Paul Wolfowitz

A rede internacional de movimentos sociais e organizações não-governamentais Jubileu Sul divulgou nota oficial criticando duramente a indicação de Paul Wolfowitz para a presidência do Banco Mundial. Intitulada “De Wolfensohn a Wolfowitz, o lobo imperial mostra seus dentes”, a nota afirma que a indicação feita pelo presidente dos Estados Unidos, George W. Bush, só reforça o fato de que o Banco Mundial continua sendo um instrumento da estrutura global de poder liderada pelo governo norte-americano.

Mas o que é escandaloso não é propriamente a indicação de Wolfowitz, acrescenta a organização, e sim as políticas do Banco Mundial, baseadas no Consenso de Washington, apoiadas pelos integrantes do G-8 (grupo que reúne as oito nações mais ricas do planeta), inclusive aqueles que agora criticam a indicação de Wolfowitz (uma referência aos países europeus, membros do G-8, que resistem ao nome do norte-americano).

A indicação de Wolfowitz, reconhece o Jubileu Sul, é, sem dúvida, motivo de reprovação por se tratar de “um homem do Pentágono manchado de sangue e petróleo e dar continuidade à tradição que atribui aos EUA o direito de nomear o presidente do Banco Mundial”. Não é a primeira vez que isso acontece, lembra ainda a nota.

Entre 1968 e 1981, o Banco Mundial foi dirigido por outro empresário-guerreiro, o ex-secretário de Defesa dos EUA Robert McNamara, que coordenou a política externa norte-americana durante a Guerra do Vietnã. “Mas o que é central”, argumenta o texto, “é a política que esta instituição leva adiante independentemente dos personagens, uma instituição sempre fiel a uma estrutura de poder que mata cerca de 250 mil pessoas por dia, vítimas das políticas de ajuste estrutural e dos interesses imperiais que se opõem tenazmente à redistribuição do poder econômico e social no mundo”.

A mensagem de Washington

Na avaliação dos dirigentes do Jubileu Sul, a indicação de Wolfowitz traz consigo um claro recado de Washington ao mundo.
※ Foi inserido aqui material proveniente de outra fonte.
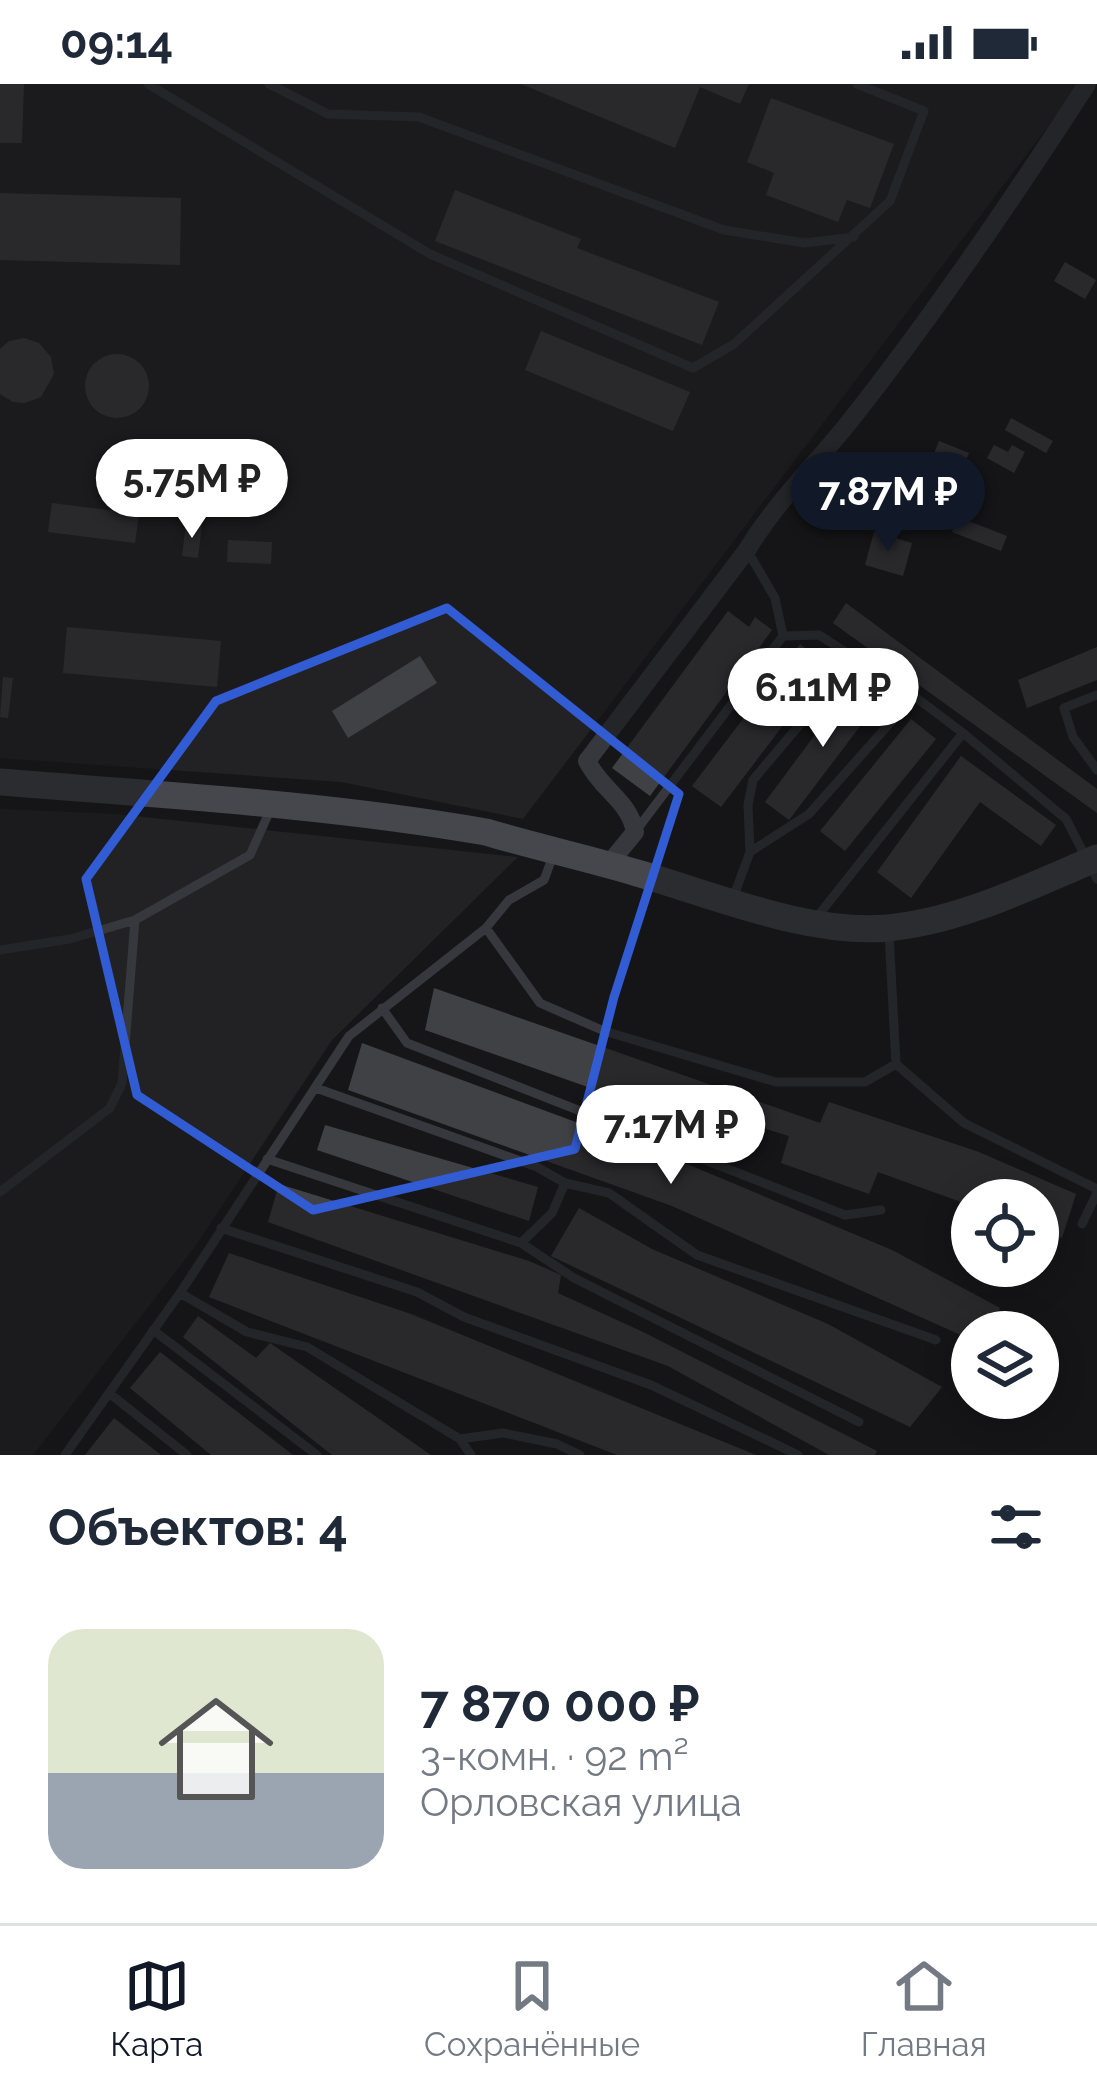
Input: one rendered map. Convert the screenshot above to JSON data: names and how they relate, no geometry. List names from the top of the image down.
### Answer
{
  "page": {
    "status": "09:14",
    "price": [
      "5.75M ₽",
      "7.87M ₽",
      "6.11M ₽",
      "7.17M ₽"
    ],
    "heading": "Объектов: 4",
    "list": [
      {
        "name": "7 870 000 ₽",
        "note": "3-комн. · 92 m² · Орловская улица"
      }
    ],
    "tabs": ["Карта", "Сохранённые", "Главная"]
  }
}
O recado, que coincide com o segundo aniversário da invasão e ocupação do Iraque, seria o seguinte: o Banco Mundial, e o próprio conceito de desenvolvimento, devem seguir ocupando um lugar central na guerra neoliberal impulsionada pelos EUA contra o direito dos povos à autodeterminação e à escolha de qual modelo de desenvolvimento querem implantar em seus países.

O Jubileu Sul sustenta que a dívida externa dos países do hemisfério Sul é ilegítima e consiste em uma construção ideológica que oprime os povos desta região do planeta. Essa construção, implementada por organismos internacionais como o Banco Mundial e o Fundo Monetário Internacional (FMI), é defendida pela maioria dos governos e das elites no poder tanto no Norte quanto no Sul. A indicação de Wolfowitz não seria contraditória com essa política.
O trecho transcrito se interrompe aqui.